Prompt: In this exercise, write out the data word for word and leave every image out.

Stored items from a collection:
+--

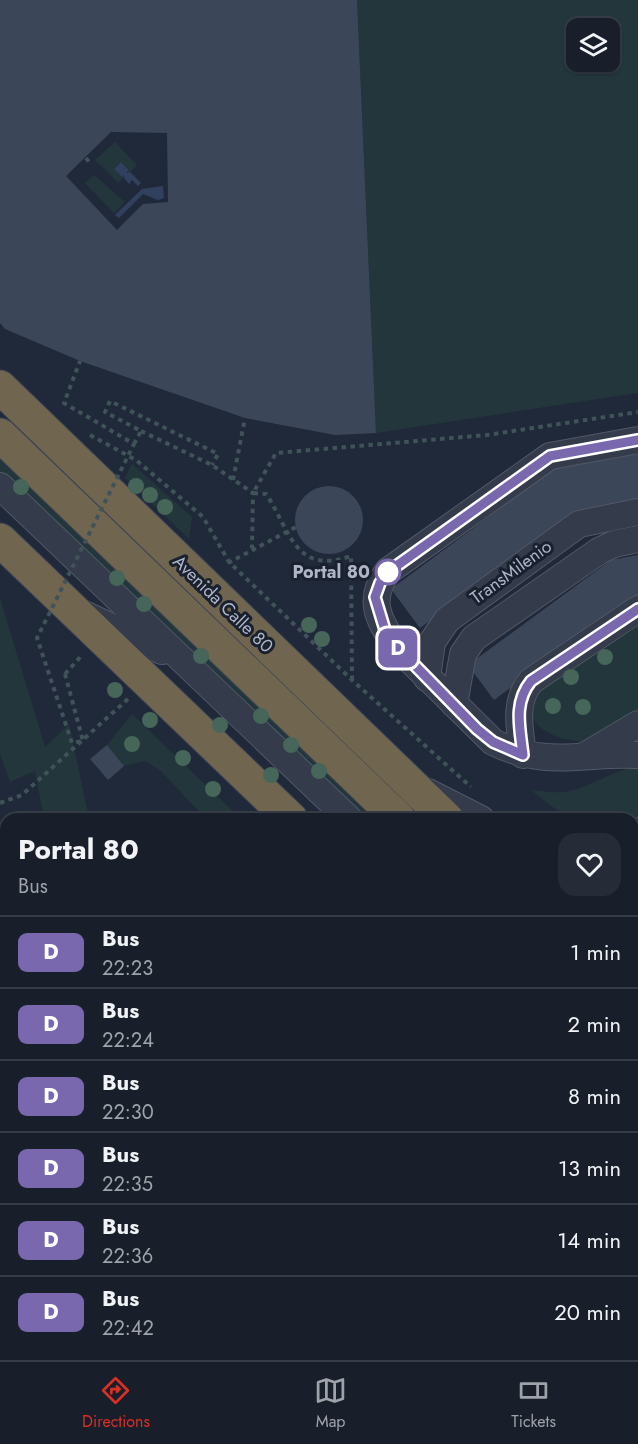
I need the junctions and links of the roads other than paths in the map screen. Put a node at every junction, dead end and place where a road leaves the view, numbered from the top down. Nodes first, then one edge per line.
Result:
1 (0, 387) edge
2 (0, 435) edge
3 (638, 440) edge
4 (0, 486) edge
5 (638, 512) edge
6 (638, 539) edge
7 (0, 540) edge
8 (70, 607) junction
9 (638, 609) edge
10 (184, 661) junction
11 (427, 678) junction
12 (454, 704) junction
13 (638, 724) edge
14 (523, 755) junction
15 (638, 755) edge
16 (580, 758) junction
17 (407, 781) junction
18 (285, 813) edge
19 (343, 813) edge
20 (393, 813) edge
21 (441, 813) edge
22 (488, 813) edge

1 - 17 highway, Avenida Calle 80
2 - 20 highway, Avenida Calle 80
3 - 11 street
4 - 10 street
5 - 11 street, TransMilenio
6 - 12 street, TransMilenio
7 - 8 highway
8 - 10 street
8 - 18 highway
9 - 14 street
10 - 19 street
11 - 12 street
12 - 14 street
13 - 16 street
14 - 16 street
15 - 16 street
17 - 21 highway, Avenida Calle 80
17 - 22 street

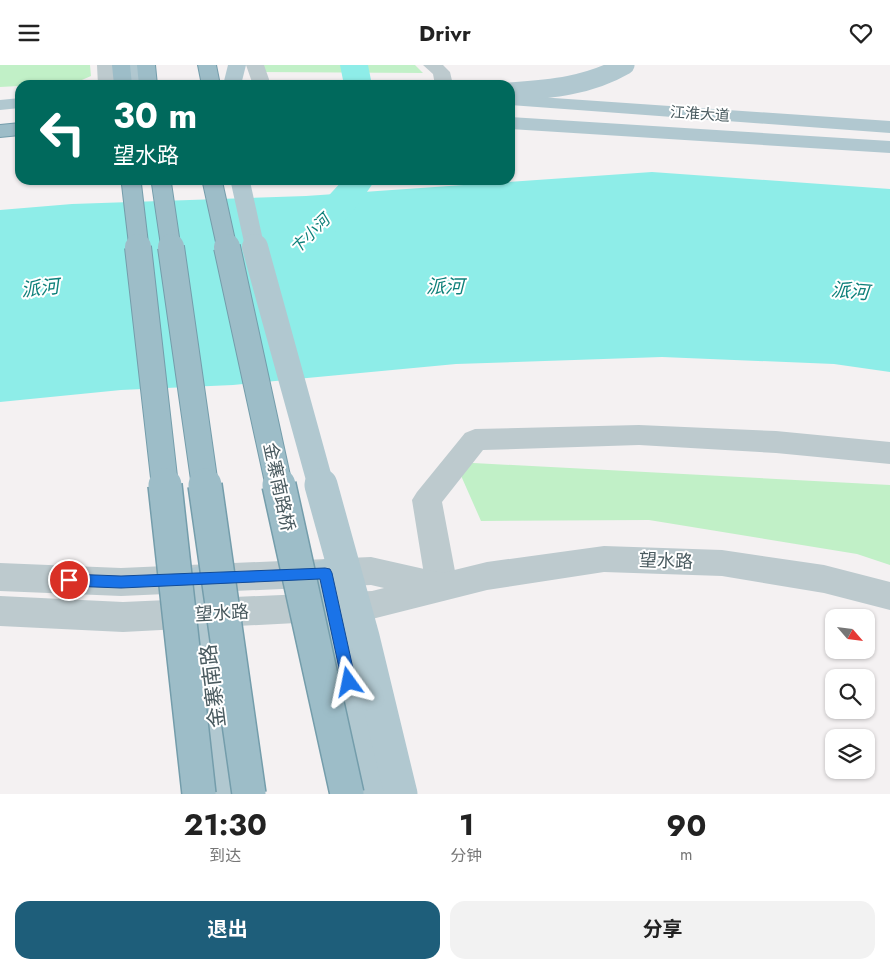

+--

Solution for this task:
I need the junctions and links of the roads other than paths in the map screen. Put a node at every junction, dead end and place where a road leaves the view, numbered from the top down. Nodes first, then one edge per line.
Result:
1 (0, 387) edge
2 (0, 435) edge
3 (638, 440) edge
4 (0, 486) edge
5 (638, 512) edge
6 (638, 539) edge
7 (0, 540) edge
8 (70, 607) junction
9 (638, 609) edge
10 (184, 661) junction
11 (427, 678) junction
12 (454, 704) junction
13 (638, 724) edge
14 (523, 755) junction
15 (638, 755) edge
16 (580, 758) junction
17 (407, 781) junction
18 (285, 813) edge
19 (343, 813) edge
20 (393, 813) edge
21 (441, 813) edge
22 (488, 813) edge

1 - 17 highway, Avenida Calle 80
2 - 20 highway, Avenida Calle 80
3 - 11 street
4 - 10 street
5 - 11 street, TransMilenio
6 - 12 street, TransMilenio
7 - 8 highway
8 - 10 street
8 - 18 highway
9 - 14 street
10 - 19 street
11 - 12 street
12 - 14 street
13 - 16 street
14 - 16 street
15 - 16 street
17 - 21 highway, Avenida Calle 80
17 - 22 street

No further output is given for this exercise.